Una, cento, mille ferite. Insanabili. Nelle carni e nel cuore. E poi: il tradimento, la fine di un’epoca, tinte fosche che macchiano i paesaggi di una Novara cupa e periferica, il sole di Roma che fa da contrappunto e regala gli unici momenti di serenità. Un noir che non è tale anche se c’è una bella figura di investigatore. I drammi familiari e, soprattutto, il vero protagonista: il demone del passato.

Non vogliamo limitarci a un elenco, ma il mestiere del recensore è duro quando leggi pagine come quelle di Luciana Capretti (che avrebbero meritato maggiore attenzione da parte della critica). Vorresti trovare una sbavatura, essere un po’ pedante ma non ce la fai perché Tevere (Marsilio, pagg. 220, euro 17,50) è davvero tutto da leggere.

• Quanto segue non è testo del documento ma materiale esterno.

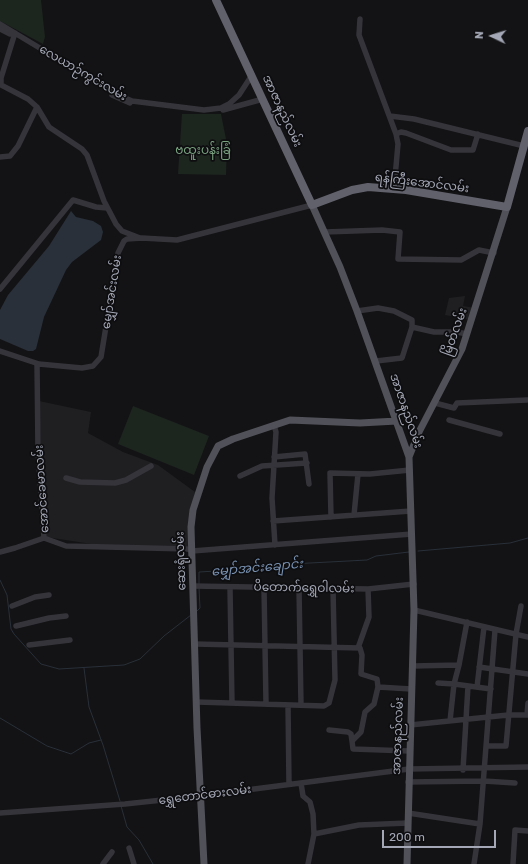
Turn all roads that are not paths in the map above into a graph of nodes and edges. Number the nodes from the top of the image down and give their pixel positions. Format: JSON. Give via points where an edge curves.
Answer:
{"nodes":[{"id":1,"x":216,"y":0,"type":"edge"},
{"id":2,"x":360,"y":19,"type":"dead end"},
{"id":3,"x":0,"y":24,"type":"edge"},
{"id":4,"x":0,"y":29,"type":"edge"},
{"id":5,"x":14,"y":35,"type":"junction"},
{"id":6,"x":252,"y":75,"type":"junction"},
{"id":7,"x":239,"y":94,"type":"junction"},
{"id":8,"x":263,"y":99,"type":"junction"},
{"id":9,"x":243,"y":103,"type":"junction"},
{"id":10,"x":37,"y":107,"type":"junction"},
{"id":11,"x":390,"y":116,"type":"junction"},
{"id":12,"x":528,"y":131,"type":"edge"},
{"id":13,"x":396,"y":134,"type":"junction"},
{"id":14,"x":478,"y":134,"type":"junction"},
{"id":15,"x":524,"y":146,"type":"junction"},
{"id":16,"x":0,"y":157,"type":"edge"},
{"id":17,"x":394,"y":189,"type":"junction"},
{"id":18,"x":312,"y":204,"type":"junction"},
{"id":19,"x":507,"y":207,"type":"junction"},
{"id":20,"x":107,"y":208,"type":"junction"},
{"id":21,"x":325,"y":232,"type":"junction"},
{"id":22,"x":142,"y":238,"type":"junction"},
{"id":23,"x":494,"y":253,"type":"junction"},
{"id":24,"x":0,"y":290,"type":"edge"},
{"id":25,"x":357,"y":311,"type":"junction"},
{"id":26,"x":412,"y":327,"type":"junction"},
{"id":27,"x":467,"y":334,"type":"junction"},
{"id":28,"x":0,"y":351,"type":"edge"},
{"id":29,"x":376,"y":361,"type":"junction"},
{"id":30,"x":36,"y":364,"type":"junction"},
{"id":31,"x":527,"y":400,"type":"dead end"},
{"id":32,"x":435,"y":403,"type":"junction"},
{"id":33,"x":449,"y":420,"type":"dead end"},
{"id":34,"x":397,"y":421,"type":"junction"},
{"id":35,"x":274,"y":425,"type":"junction"},
{"id":36,"x":500,"y":434,"type":"dead end"},
{"id":37,"x":417,"y":438,"type":"junction"},
{"id":38,"x":403,"y":440,"type":"junction"},
{"id":39,"x":274,"y":457,"type":"junction"},
{"id":40,"x":408,"y":457,"type":"junction"},
{"id":41,"x":307,"y":463,"type":"junction"},
{"id":42,"x":274,"y":464,"type":"junction"},
{"id":43,"x":151,"y":466,"type":"dead end"},
{"id":44,"x":410,"y":470,"type":"junction"},
{"id":45,"x":358,"y":474,"type":"junction"},
{"id":46,"x":240,"y":476,"type":"dead end"},
{"id":47,"x":66,"y":478,"type":"dead end"},
{"id":48,"x":309,"y":484,"type":"dead end"},
{"id":49,"x":411,"y":511,"type":"junction"},
{"id":50,"x":354,"y":515,"type":"junction"},
{"id":51,"x":331,"y":517,"type":"junction"},
{"id":52,"x":273,"y":521,"type":"junction"},
{"id":53,"x":412,"y":534,"type":"junction"},
{"id":54,"x":44,"y":538,"type":"junction"},
{"id":55,"x":275,"y":545,"type":"junction"},
{"id":56,"x":192,"y":551,"type":"junction"},
{"id":57,"x":0,"y":552,"type":"edge"},
{"id":58,"x":414,"y":584,"type":"junction"},
{"id":59,"x":193,"y":586,"type":"junction"},
{"id":60,"x":230,"y":588,"type":"junction"},
{"id":61,"x":264,"y":588,"type":"junction"},
{"id":62,"x":299,"y":588,"type":"junction"},
{"id":63,"x":333,"y":589,"type":"junction"},
{"id":64,"x":368,"y":589,"type":"junction"},
{"id":65,"x":49,"y":595,"type":"dead end"},
{"id":66,"x":12,"y":606,"type":"dead end"},
{"id":67,"x":521,"y":606,"type":"dead end"},
{"id":68,"x":414,"y":610,"type":"junction"},
{"id":69,"x":66,"y":616,"type":"dead end"},
{"id":70,"x":466,"y":622,"type":"junction"},
{"id":71,"x":16,"y":626,"type":"dead end"},
{"id":72,"x":484,"y":627,"type":"junction"},
{"id":73,"x":495,"y":630,"type":"junction"},
{"id":74,"x":516,"y":634,"type":"junction"},
{"id":75,"x":528,"y":637,"type":"edge"},
{"id":76,"x":70,"y":640,"type":"dead end"},
{"id":77,"x":195,"y":644,"type":"junction"},
{"id":78,"x":29,"y":645,"type":"dead end"},
{"id":79,"x":231,"y":645,"type":"junction"},
{"id":80,"x":266,"y":646,"type":"junction"},
{"id":81,"x":300,"y":647,"type":"junction"},
{"id":82,"x":334,"y":648,"type":"junction"},
{"id":83,"x":358,"y":648,"type":"junction"},
{"id":84,"x":459,"y":665,"type":"junction"},
{"id":85,"x":413,"y":666,"type":"junction"},
{"id":86,"x":479,"y":667,"type":"junction"},
{"id":87,"x":492,"y":669,"type":"junction"},
{"id":88,"x":513,"y":672,"type":"junction"},
{"id":89,"x":528,"y":674,"type":"edge"},
{"id":90,"x":438,"y":683,"type":"dead end"},
{"id":91,"x":454,"y":684,"type":"junction"},
{"id":92,"x":468,"y":686,"type":"junction"},
{"id":93,"x":378,"y":688,"type":"junction"},
{"id":94,"x":477,"y":688,"type":"junction"},
{"id":95,"x":411,"y":689,"type":"junction"},
{"id":96,"x":491,"y":689,"type":"junction"},
{"id":97,"x":197,"y":702,"type":"junction"},
{"id":98,"x":232,"y":703,"type":"junction"},
{"id":99,"x":266,"y":703,"type":"junction"},
{"id":100,"x":528,"y":703,"type":"edge"},
{"id":101,"x":288,"y":705,"type":"junction"},
{"id":102,"x":301,"y":705,"type":"junction"},
{"id":103,"x":508,"y":715,"type":"junction"},
{"id":104,"x":527,"y":715,"type":"edge"},
{"id":105,"x":488,"y":717,"type":"junction"},
{"id":106,"x":466,"y":719,"type":"junction"},
{"id":107,"x":450,"y":721,"type":"junction"},
{"id":108,"x":410,"y":724,"type":"junction"},
{"id":109,"x":329,"y":730,"type":"dead end"},
{"id":110,"x":352,"y":741,"type":"junction"},
{"id":111,"x":486,"y":746,"type":"junction"},
{"id":112,"x":409,"y":751,"type":"junction"},
{"id":113,"x":528,"y":767,"type":"edge"},
{"id":114,"x":483,"y":768,"type":"junction"},
{"id":115,"x":408,"y":769,"type":"junction"},
{"id":116,"x":463,"y":770,"type":"junction"},
{"id":117,"x":484,"y":781,"type":"junction"},
{"id":118,"x":408,"y":782,"type":"junction"},
{"id":119,"x":301,"y":783,"type":"junction"},
{"id":120,"x":515,"y":783,"type":"dead end"},
{"id":121,"x":289,"y":784,"type":"junction"},
{"id":122,"x":200,"y":796,"type":"junction"},
{"id":123,"x":0,"y":813,"type":"edge"},
{"id":124,"x":408,"y":813,"type":"junction"},
{"id":125,"x":408,"y":823,"type":"junction"},
{"id":126,"x":480,"y":824,"type":"junction"},
{"id":127,"x":528,"y":831,"type":"edge"},
{"id":128,"x":314,"y":834,"type":"junction"},
{"id":129,"x":129,"y":848,"type":"dead end"},
{"id":130,"x":112,"y":852,"type":"dead end"},
{"id":131,"x":103,"y":864,"type":"edge"},
{"id":132,"x":134,"y":864,"type":"edge"},
{"id":133,"x":204,"y":864,"type":"edge"},
{"id":134,"x":308,"y":864,"type":"edge"},
{"id":135,"x":407,"y":864,"type":"edge"},
{"id":136,"x":474,"y":864,"type":"edge"},
{"id":137,"x":513,"y":864,"type":"edge"}],
"edges":[{"from":1,"to":6,"type":"highway","name":"အာဇာနည်လမ်း"},
{"from":2,"to":11,"type":"street","via":[[359,35]]},
{"from":3,"to":5,"type":"street","name":"လေယာဉ်ကွင်းလမ်း"},
{"from":4,"to":5,"type":"street","name":"လေယာဉ်ကွင်းလမ်း"},
{"from":5,"to":7,"type":"street","name":"လေယာဉ်ကွင်းလမ်း","via":[[132,101],[204,110],[226,106]]},
{"from":5,"to":9,"type":"street","name":"လေယာဉ်ကွင်းလမ်း","via":[[127,103],[204,113]]},
{"from":5,"to":10,"type":"street","via":[[1,78],[2,85]]},
{"from":6,"to":7,"type":"street","name":"လေယာဉ်ကွင်းလမ်း"},
{"from":6,"to":8,"type":"highway","name":"အာဇာနည်လမ်း"},
{"from":7,"to":9,"type":"street"},
{"from":8,"to":9,"type":"street","name":"လေယာဉ်ကွင်းလမ်း"},
{"from":8,"to":18,"type":"highway","name":"အာဇာနည်လမ်း"},
{"from":10,"to":16,"type":"street","via":[[18,146],[10,156]]},
{"from":10,"to":20,"type":"street","via":[[49,127],[87,155]]},
{"from":11,"to":13,"type":"street"},
{"from":11,"to":14,"type":"street","via":[[414,118]]},
{"from":12,"to":15,"type":"highway"},
{"from":13,"to":14,"type":"street","via":[[406,133],[451,150],[473,150]]},
{"from":13,"to":17,"type":"street","via":[[398,144]]},
{"from":14,"to":15,"type":"street"},
{"from":15,"to":19,"type":"highway"},
{"from":17,"to":18,"type":"highway","name":"ရန်ကြီးအောင်လမ်း","via":[[352,190]]},
{"from":17,"to":19,"type":"highway","name":"ရန်ကြီးအောင်လမ်း"},
{"from":18,"to":21,"type":"main road","name":"အာဇာနည်လမ်း"},
{"from":18,"to":22,"type":"street","name":"မျှော်အင်းလမ်း","via":[[177,240]]},
{"from":19,"to":23,"type":"main road","name":"မြိတ်လမ်း"},
{"from":20,"to":22,"type":"street","via":[[122,231]]},
{"from":20,"to":24,"type":"street","via":[[73,200]]},
{"from":21,"to":23,"type":"street","via":[[400,232],[398,260],[461,260],[479,250]]},
{"from":21,"to":25,"type":"main road","name":"အာဇာနည်လမ်း"},
{"from":22,"to":30,"type":"street","name":"မျှော်အင်းလမ်း","via":[[127,239],[120,246],[101,358],[98,363],[82,368]]},
{"from":23,"to":27,"type":"main road","name":"မြိတ်လမ်း"},
{"from":25,"to":26,"type":"street","via":[[378,308],[394,311],[412,320]]},
{"from":25,"to":29,"type":"main road","name":"အာဇာနည်လမ်း"},
{"from":26,"to":27,"type":"street","via":[[434,332]]},
{"from":26,"to":29,"type":"street","via":[[402,358]]},
{"from":27,"to":32,"type":"main road","name":"မြိတ်လမ်း"},
{"from":28,"to":30,"type":"street","name":"မျှော်အင်းလမ်း"},
{"from":29,"to":34,"type":"main road","name":"အာဇာနည်လမ်း"},
{"from":30,"to":54,"type":"street","name":"အောင်ခေမာလမ်း"},
{"from":31,"to":32,"type":"street","via":[[457,403],[454,408]]},
{"from":32,"to":37,"type":"main road","name":"မြိတ်လမ်း"},
{"from":33,"to":36,"type":"street"},
{"from":34,"to":35,"type":"main road","name":"ဆေးရုံလမ်း","via":[[360,423],[300,419]]},
{"from":34,"to":38,"type":"main road","name":"အာဇာနည်လမ်း"},
{"from":35,"to":39,"type":"street"},
{"from":35,"to":56,"type":"main road","name":"ဆေးရုံလမ်း","via":[[218,446],[207,467],[193,510]]},
{"from":37,"to":38,"type":"main road"},
{"from":37,"to":40,"type":"main road","name":"မြိတ်လမ်း"},
{"from":38,"to":40,"type":"main road","name":"အာဇာနည်လမ်း"},
{"from":39,"to":41,"type":"street","via":[[305,454]]},
{"from":39,"to":42,"type":"street"},
{"from":40,"to":44,"type":"main road","name":"အာဇာနည်လမ်း"},
{"from":41,"to":42,"type":"street"},
{"from":41,"to":48,"type":"street"},
{"from":42,"to":46,"type":"street","via":[[262,466]]},
{"from":42,"to":52,"type":"street"},
{"from":43,"to":47,"type":"street","via":[[115,483],[80,482]]},
{"from":44,"to":45,"type":"street"},
{"from":44,"to":49,"type":"main road","name":"အာဇာနည်လမ်း"},
{"from":45,"to":50,"type":"street"},
{"from":45,"to":51,"type":"street","via":[[330,473]]},
{"from":49,"to":50,"type":"street"},
{"from":49,"to":53,"type":"main road","name":"အာဇာနည်လမ်း"},
{"from":50,"to":51,"type":"street"},
{"from":51,"to":52,"type":"street"},
{"from":52,"to":55,"type":"street"},
{"from":53,"to":55,"type":"street","name":"အောင်ခေမာလမ်း"},
{"from":53,"to":58,"type":"main road","name":"အာဇာနည်လမ်း"},
{"from":54,"to":56,"type":"street","name":"အောင်ခေမာလမ်း","via":[[66,546]]},
{"from":54,"to":57,"type":"street"},
{"from":55,"to":56,"type":"street","name":"အောင်ခေမာလမ်း"},
{"from":56,"to":59,"type":"main road","name":"ဆေးရုံလမ်း"},
{"from":58,"to":64,"type":"street","name":"ပိတောက်ရွှေဝါလမ်း"},
{"from":58,"to":68,"type":"main road","name":"အာဇာနည်လမ်း"},
{"from":59,"to":60,"type":"street","name":"ပိတောက်ရွှေဝါလမ်း"},
{"from":59,"to":77,"type":"main road","name":"ဆေးရုံလမ်း"},
{"from":60,"to":61,"type":"street","name":"ပိတောက်ရွှေဝါလမ်း"},
{"from":60,"to":79,"type":"street"},
{"from":61,"to":62,"type":"street","name":"ပိတောက်ရွှေဝါလမ်း"},
{"from":61,"to":80,"type":"street"},
{"from":62,"to":63,"type":"street","name":"ပိတောက်ရွှေဝါလမ်း"},
{"from":62,"to":81,"type":"street"},
{"from":63,"to":64,"type":"street","name":"ပိတောက်ရွှေဝါလမ်း"},
{"from":63,"to":82,"type":"street"},
{"from":64,"to":83,"type":"street","via":[[369,617]]},
{"from":65,"to":66,"type":"street","via":[[35,597]]},
{"from":67,"to":74,"type":"street"},
{"from":68,"to":70,"type":"street"},
{"from":68,"to":85,"type":"main road","name":"အာဇာနည်လမ်း"},
{"from":69,"to":71,"type":"street"},
{"from":70,"to":72,"type":"street"},
{"from":70,"to":84,"type":"street"},
{"from":72,"to":73,"type":"street"},
{"from":72,"to":86,"type":"street"},
{"from":73,"to":74,"type":"street"},
{"from":73,"to":87,"type":"street"},
{"from":74,"to":75,"type":"street"},
{"from":74,"to":88,"type":"street"},
{"from":76,"to":78,"type":"street"},
{"from":77,"to":79,"type":"street"},
{"from":77,"to":97,"type":"main road","name":"ဆေးရုံလမ်း"},
{"from":79,"to":80,"type":"street"},
{"from":79,"to":98,"type":"street"},
{"from":80,"to":81,"type":"street"},
{"from":80,"to":99,"type":"street"},
{"from":81,"to":82,"type":"street"},
{"from":81,"to":102,"type":"street"},
{"from":82,"to":83,"type":"street"},
{"from":82,"to":102,"type":"street","via":[[335,680],[329,703],[324,706]]},
{"from":83,"to":93,"type":"street","via":[[361,649],[362,655],[361,674],[377,679]]},
{"from":84,"to":85,"type":"street"},
{"from":84,"to":91,"type":"street"},
{"from":85,"to":95,"type":"main road","name":"အာဇာနည်လမ်း"},
{"from":86,"to":87,"type":"street"},
{"from":86,"to":94,"type":"street"},
{"from":87,"to":88,"type":"street"},
{"from":87,"to":96,"type":"street"},
{"from":88,"to":89,"type":"street"},
{"from":88,"to":103,"type":"street"},
{"from":90,"to":91,"type":"street"},
{"from":91,"to":92,"type":"street"},
{"from":91,"to":107,"type":"street"},
{"from":92,"to":94,"type":"street"},
{"from":92,"to":106,"type":"street"},
{"from":93,"to":95,"type":"street"},
{"from":93,"to":110,"type":"street","via":[[374,704],[365,712],[361,732]]},
{"from":94,"to":96,"type":"street"},
{"from":95,"to":108,"type":"main road","name":"အာဇာနည်လမ်း"},
{"from":96,"to":105,"type":"street"},
{"from":97,"to":98,"type":"street"},
{"from":97,"to":122,"type":"main road","name":"ဆေးရုံလမ်း"},
{"from":98,"to":99,"type":"street"},
{"from":99,"to":101,"type":"street"},
{"from":100,"to":104,"type":"street"},
{"from":101,"to":102,"type":"street"},
{"from":101,"to":121,"type":"street"},
{"from":103,"to":104,"type":"street"},
{"from":103,"to":105,"type":"street"},
{"from":103,"to":111,"type":"street","via":[[506,747]]},
{"from":105,"to":106,"type":"street"},
{"from":105,"to":111,"type":"street"},
{"from":106,"to":107,"type":"street"},
{"from":106,"to":116,"type":"street"},
{"from":107,"to":108,"type":"street"},
{"from":108,"to":112,"type":"main road","name":"အာဇာနည်လမ်း"},
{"from":109,"to":110,"type":"street","via":[[350,733]]},
{"from":110,"to":112,"type":"street","via":[[355,750]]},
{"from":111,"to":114,"type":"street"},
{"from":112,"to":115,"type":"main road","name":"အာဇာနည်လမ်း"},
{"from":113,"to":114,"type":"street","name":"ရွှေတောင်ဓားလမ်း"},
{"from":114,"to":116,"type":"street","name":"ရွှေတောင်ဓားလမ်း"},
{"from":114,"to":117,"type":"street"},
{"from":115,"to":116,"type":"street","name":"ရွှေတောင်ဓားလမ်း"},
{"from":115,"to":118,"type":"main road","name":"အာဇာနည်လမ်း"},
{"from":115,"to":119,"type":"street","name":"ရွှေတောင်ဓားလမ်း"},
{"from":117,"to":118,"type":"street"},
{"from":117,"to":120,"type":"street"},
{"from":117,"to":126,"type":"street"},
{"from":118,"to":124,"type":"main road","name":"အာဇာနည်လမ်း"},
{"from":119,"to":121,"type":"street","name":"ရွှေတောင်ဓားလမ်း"},
{"from":119,"to":128,"type":"street","via":[[303,796],[312,807]]},
{"from":121,"to":122,"type":"street","name":"ရွှေတောင်ဓားလမ်း"},
{"from":122,"to":123,"type":"street","name":"ရွှေတောင်ဓားလမ်း"},
{"from":122,"to":133,"type":"main road","name":"ဆေးရုံလမ်း"},
{"from":124,"to":125,"type":"main road","name":"အာဇာနည်လမ်း"},
{"from":124,"to":126,"type":"street"},
{"from":125,"to":128,"type":"street","via":[[359,825]]},
{"from":125,"to":135,"type":"main road","name":"အာဇာနည်လမ်း"},
{"from":126,"to":136,"type":"street"},
{"from":127,"to":137,"type":"street","via":[[515,830]]},
{"from":128,"to":134,"type":"street"},
{"from":129,"to":132,"type":"street"},
{"from":130,"to":131,"type":"street"}]}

Capretti narra una vicenda  ispirandosi a un personaggio reale. È il 1975. Una donna (bella, fragile, madre amorosa, moglie tradita) scompare. Lascia sulla riva del Tevere all’altezza dell’Isola Tiberina i documenti e un biglietto: «50 anni bastano». È la quarta volta che ci prova. Le altre tre è stata salvata per un soffio. Stavolta, probabilmente, ce l’ha fatta ad andarsene per sempre. Il figlio la cerca disperato. La figlia aspetta che torni e cresce molto (troppo?) in fretta. Il marito (traditore eppure quasi autoassolutorio) ripete a sé stesso ‘eppure ci siamo amati’.
Il commissario Jozzetti indaga ed entra in un tunnel di sentimenti caotico e nero rischiarato solo da rari raggi di sole («Roma è così bella al tramonto, si consolò»), un antro scuro che riporta alla luce le nefandezze della guerra civile. In tal senso, efficace risulta la scansione temporale che intreccia il piano personale e quello storico. E così il padre di Clara è il fascista fanatico e assassino, malato di sifilide, alcolizzato. Un simbolo.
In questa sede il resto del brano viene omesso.